I love our adventure to the Center of the country. It is quieter here, and there is something very calming about the fields of corn and soybeans (though John tells me it is all being grown for bio-fuel, not food). It is McCain country - haven’t seen an Obama bumper sticker yet.

The great rivers, the Missouri and the Mississippi, both captivate me. And I can’t wait to get into St. Louis to explore more than just driving through.

Thursday, July 24, 2008

Missouri Land and Sky

Something about the Missouri land/sky that both thrills and scares me. I find myself dreaming about it. It's so BIG! These photos are to the East, where Jubilee and I walk every morning. Same view, 2 different mornings.

Wednesday, July 23, 2008

Missouri Wind, Rain, and Mud

There were thunderstorms the other night. Missouri thunderstorms feel different from Florida thunderstorms. The light flashes higher in the sky, and is more diffuse. The timbre of the thunder is not as deep. I think it must be because the air is not as thick.

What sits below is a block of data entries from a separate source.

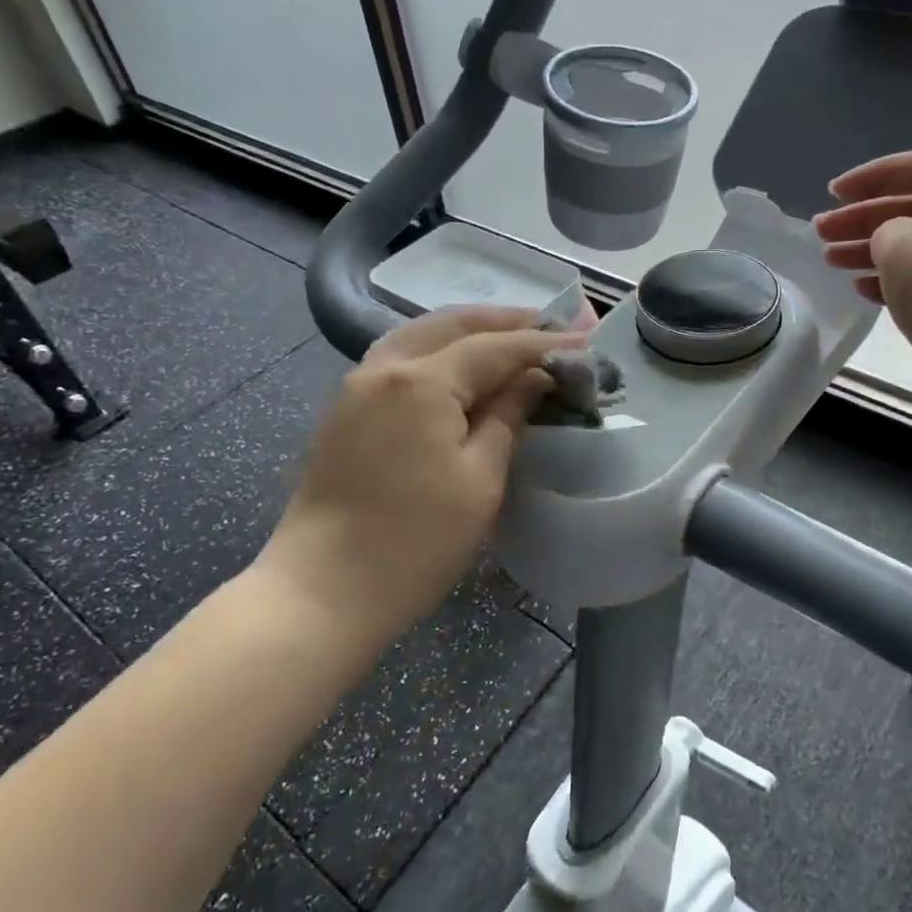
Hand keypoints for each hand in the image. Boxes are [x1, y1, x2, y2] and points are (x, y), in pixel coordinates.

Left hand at [254, 307, 574, 651]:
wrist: (324, 590)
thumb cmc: (416, 541)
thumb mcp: (480, 479)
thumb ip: (508, 416)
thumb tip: (534, 379)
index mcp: (421, 381)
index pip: (494, 347)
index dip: (543, 343)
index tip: (586, 340)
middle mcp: (384, 367)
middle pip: (451, 326)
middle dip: (503, 322)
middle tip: (549, 326)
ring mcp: (357, 386)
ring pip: (420, 336)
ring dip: (467, 331)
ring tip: (508, 336)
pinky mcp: (345, 411)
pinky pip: (398, 358)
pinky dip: (437, 350)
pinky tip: (457, 365)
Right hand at [815, 148, 911, 412]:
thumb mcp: (902, 242)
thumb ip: (884, 228)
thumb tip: (889, 244)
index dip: (875, 174)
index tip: (834, 193)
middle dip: (863, 217)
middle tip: (821, 232)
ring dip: (870, 249)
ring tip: (830, 260)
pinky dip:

And then there is the wind. The mat before our back door (on the inside) was soaked from the 70 mph wind-driven rain. No one around here thinks much of any of this. But I was speaking to my neighbor, Julia, about the winters here. She says that the big thing is the wind. You have to figure out a way to walk your dog according to which way the wind is blowing.

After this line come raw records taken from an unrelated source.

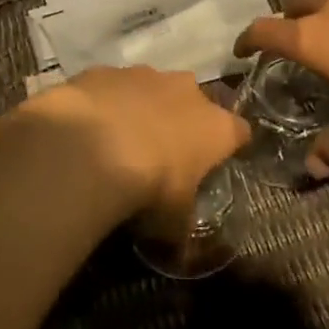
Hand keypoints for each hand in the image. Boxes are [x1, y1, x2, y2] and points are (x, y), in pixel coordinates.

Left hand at [25, 67, 250, 223]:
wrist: (88, 147)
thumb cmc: (148, 188)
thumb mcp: (171, 224)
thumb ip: (181, 232)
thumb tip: (183, 257)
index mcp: (216, 127)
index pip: (240, 132)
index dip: (230, 147)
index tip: (218, 163)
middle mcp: (187, 91)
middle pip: (196, 102)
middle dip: (184, 121)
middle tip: (164, 151)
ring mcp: (145, 75)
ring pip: (152, 89)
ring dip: (143, 108)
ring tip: (120, 139)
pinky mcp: (106, 71)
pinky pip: (112, 87)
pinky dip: (106, 103)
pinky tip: (89, 127)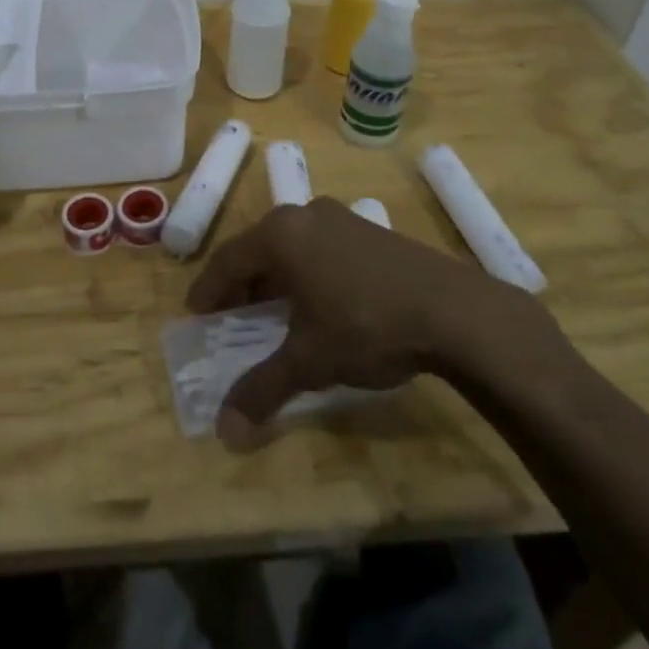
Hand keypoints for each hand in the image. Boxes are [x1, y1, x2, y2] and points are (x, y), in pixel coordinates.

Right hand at [186, 198, 556, 448]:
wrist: (452, 310)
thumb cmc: (366, 326)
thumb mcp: (309, 361)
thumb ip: (263, 390)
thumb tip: (225, 433)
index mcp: (280, 235)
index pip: (228, 260)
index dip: (209, 290)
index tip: (196, 313)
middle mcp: (305, 215)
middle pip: (259, 248)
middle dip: (242, 283)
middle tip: (231, 314)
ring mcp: (341, 218)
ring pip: (292, 245)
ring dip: (276, 276)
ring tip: (273, 310)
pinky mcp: (370, 230)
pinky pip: (321, 246)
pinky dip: (307, 271)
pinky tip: (320, 301)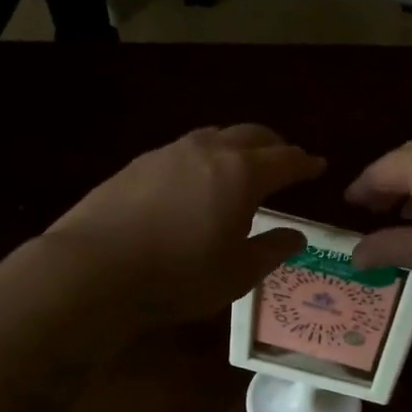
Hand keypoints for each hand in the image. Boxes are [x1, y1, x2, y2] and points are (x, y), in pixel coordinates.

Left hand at [41, 125, 324, 328]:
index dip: (305, 163)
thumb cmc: (178, 276)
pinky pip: (183, 151)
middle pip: (252, 135)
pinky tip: (195, 181)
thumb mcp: (236, 274)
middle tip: (286, 159)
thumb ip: (272, 250)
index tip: (318, 166)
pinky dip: (204, 158)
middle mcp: (208, 151)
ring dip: (237, 146)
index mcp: (241, 174)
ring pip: (214, 137)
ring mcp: (168, 153)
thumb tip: (297, 236)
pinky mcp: (137, 165)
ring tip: (241, 166)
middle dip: (275, 145)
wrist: (93, 269)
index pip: (285, 160)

I had forgotten about mud.

The ground doesn’t look especially wet, but when you walk on it, the mud cakes and clings to your shoes until they weigh about 10 pounds. And there’s no getting it off with a stick. You need a high-powered hose.

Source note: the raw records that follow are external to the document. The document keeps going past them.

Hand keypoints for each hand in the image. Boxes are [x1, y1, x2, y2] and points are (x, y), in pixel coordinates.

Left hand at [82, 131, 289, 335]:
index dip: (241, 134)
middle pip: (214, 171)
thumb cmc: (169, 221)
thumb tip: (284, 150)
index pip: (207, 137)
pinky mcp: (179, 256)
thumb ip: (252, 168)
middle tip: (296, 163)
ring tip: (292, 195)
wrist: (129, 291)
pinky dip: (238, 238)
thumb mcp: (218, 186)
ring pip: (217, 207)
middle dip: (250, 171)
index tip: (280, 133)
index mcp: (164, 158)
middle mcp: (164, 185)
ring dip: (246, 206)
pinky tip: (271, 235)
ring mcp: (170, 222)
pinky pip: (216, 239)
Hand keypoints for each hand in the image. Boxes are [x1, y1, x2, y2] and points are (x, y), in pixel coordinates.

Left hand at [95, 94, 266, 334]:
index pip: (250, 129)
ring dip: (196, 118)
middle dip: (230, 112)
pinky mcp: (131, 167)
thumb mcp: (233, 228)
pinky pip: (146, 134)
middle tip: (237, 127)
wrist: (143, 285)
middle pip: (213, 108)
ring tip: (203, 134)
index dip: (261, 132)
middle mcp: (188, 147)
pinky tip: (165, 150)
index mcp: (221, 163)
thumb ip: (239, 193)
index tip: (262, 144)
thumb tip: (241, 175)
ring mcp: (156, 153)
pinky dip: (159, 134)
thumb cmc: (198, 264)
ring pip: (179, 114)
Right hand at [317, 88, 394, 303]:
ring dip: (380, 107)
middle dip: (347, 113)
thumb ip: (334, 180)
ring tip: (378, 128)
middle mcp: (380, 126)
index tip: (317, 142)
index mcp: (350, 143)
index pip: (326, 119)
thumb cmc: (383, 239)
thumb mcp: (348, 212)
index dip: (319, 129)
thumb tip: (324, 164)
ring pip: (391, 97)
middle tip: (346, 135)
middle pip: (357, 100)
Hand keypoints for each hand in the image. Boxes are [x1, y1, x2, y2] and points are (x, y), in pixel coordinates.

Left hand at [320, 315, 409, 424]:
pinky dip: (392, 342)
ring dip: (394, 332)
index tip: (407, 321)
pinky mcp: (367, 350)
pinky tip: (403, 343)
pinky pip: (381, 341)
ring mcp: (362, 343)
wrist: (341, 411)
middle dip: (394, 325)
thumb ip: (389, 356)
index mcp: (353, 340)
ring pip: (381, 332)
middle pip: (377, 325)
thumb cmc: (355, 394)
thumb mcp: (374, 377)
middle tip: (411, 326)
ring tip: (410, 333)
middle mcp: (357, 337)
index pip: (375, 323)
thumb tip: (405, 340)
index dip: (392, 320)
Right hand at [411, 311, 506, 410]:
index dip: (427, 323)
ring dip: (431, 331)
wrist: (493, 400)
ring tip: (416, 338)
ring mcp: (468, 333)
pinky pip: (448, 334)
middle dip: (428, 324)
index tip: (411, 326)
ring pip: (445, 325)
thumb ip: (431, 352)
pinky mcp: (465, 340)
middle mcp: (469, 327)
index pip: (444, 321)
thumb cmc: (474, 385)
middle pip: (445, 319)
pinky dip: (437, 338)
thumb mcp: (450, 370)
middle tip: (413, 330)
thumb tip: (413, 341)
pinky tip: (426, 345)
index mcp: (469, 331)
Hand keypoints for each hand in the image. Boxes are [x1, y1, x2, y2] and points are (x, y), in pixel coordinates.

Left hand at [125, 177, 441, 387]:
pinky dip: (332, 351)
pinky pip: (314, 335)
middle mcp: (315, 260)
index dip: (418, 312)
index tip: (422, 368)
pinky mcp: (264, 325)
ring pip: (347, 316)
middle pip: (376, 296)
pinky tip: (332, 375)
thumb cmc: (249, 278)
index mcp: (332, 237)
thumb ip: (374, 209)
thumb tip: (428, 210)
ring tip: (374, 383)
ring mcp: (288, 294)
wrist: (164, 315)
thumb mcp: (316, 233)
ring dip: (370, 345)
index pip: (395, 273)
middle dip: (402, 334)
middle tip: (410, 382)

Jubilee fared much better than I did with the mud. After walking through a couple of puddles, she was free and clean. Maybe because she was born in Missouri?

Sunday, July 20, 2008


(the smudges on the photo are John's dirty car windshield.)

Just outside of the quaint little town of St. Charles, built into the Missouri River (to avoid gambling laws, the “offshore” trick, I guess) is a huge casino – Ameristar.

John and I decided to check it out on Sunday morning. I guess I’ve never been into a full scale casino before. No charge to get in, but we had to show our IDs and were issued a special card to stick into the machines. It would keep track of our earnings and losses. We were told that in the state of Missouri, if you lose more than $500 in 2 hours, you’re cut off and have to wait 24 hours before you can gamble again. Gee. We were advised that if we got close to the $500 loss, we could just wait an hour and then would have another hour to gamble.

It was a strange kind of place – I couldn’t quite understand the energy. A lot of people there, even on a Sunday morning. I wonder what it was like on Saturday night. The gamblers were all ages (over 21) and came in wheelchairs and with walkers, like to a shrine. Most sit alone before the myriad of glitzy machines. A few at the card tables.

Smoking was mostly allowed – there were a few small non-smoking areas – even though the air-conditioning was cranked down low and the ventilation was good, the smell of smoke was in the air. Bars were open and busy. Loud music – I remember hearing “What’s new pussycat?” play for a very long time.

What attracts so many people to a place like this? Is it the lure of winning big? Risk? Having fun?
It’s fancy, that’s for sure. I just don't get it.

This is the hotel that is attached to the casino. Wonder what it is about red and black? The Roulette Table?

Sign in the bathroom.

Again, smudges are on John's windshield.
Post note: The states of Iowa and Missouri have sought to revive their waterfronts by permitting riverboat gambling. The initial gambling regulations required the casinos to navigate the river. They were subsequently amended so that the casinos could be permanent land-based structures as long as they had a moat with Missouri River water surrounding them. - from Widipedia

Saturday, July 19, 2008

Saturday Night in New Town

Jubilee and John on the front porch, listening to Saturday Night Music

This whole phenomena of New Town has me slightly mystified. Ordinarily I would be suspicious of a “planned” community, built in the middle of cornfields. I would wonder where “real” life was.
But there is something about this place that feels refreshing to me, and it’s not just the newness. The friendliness of the people, the ability to walk everywhere.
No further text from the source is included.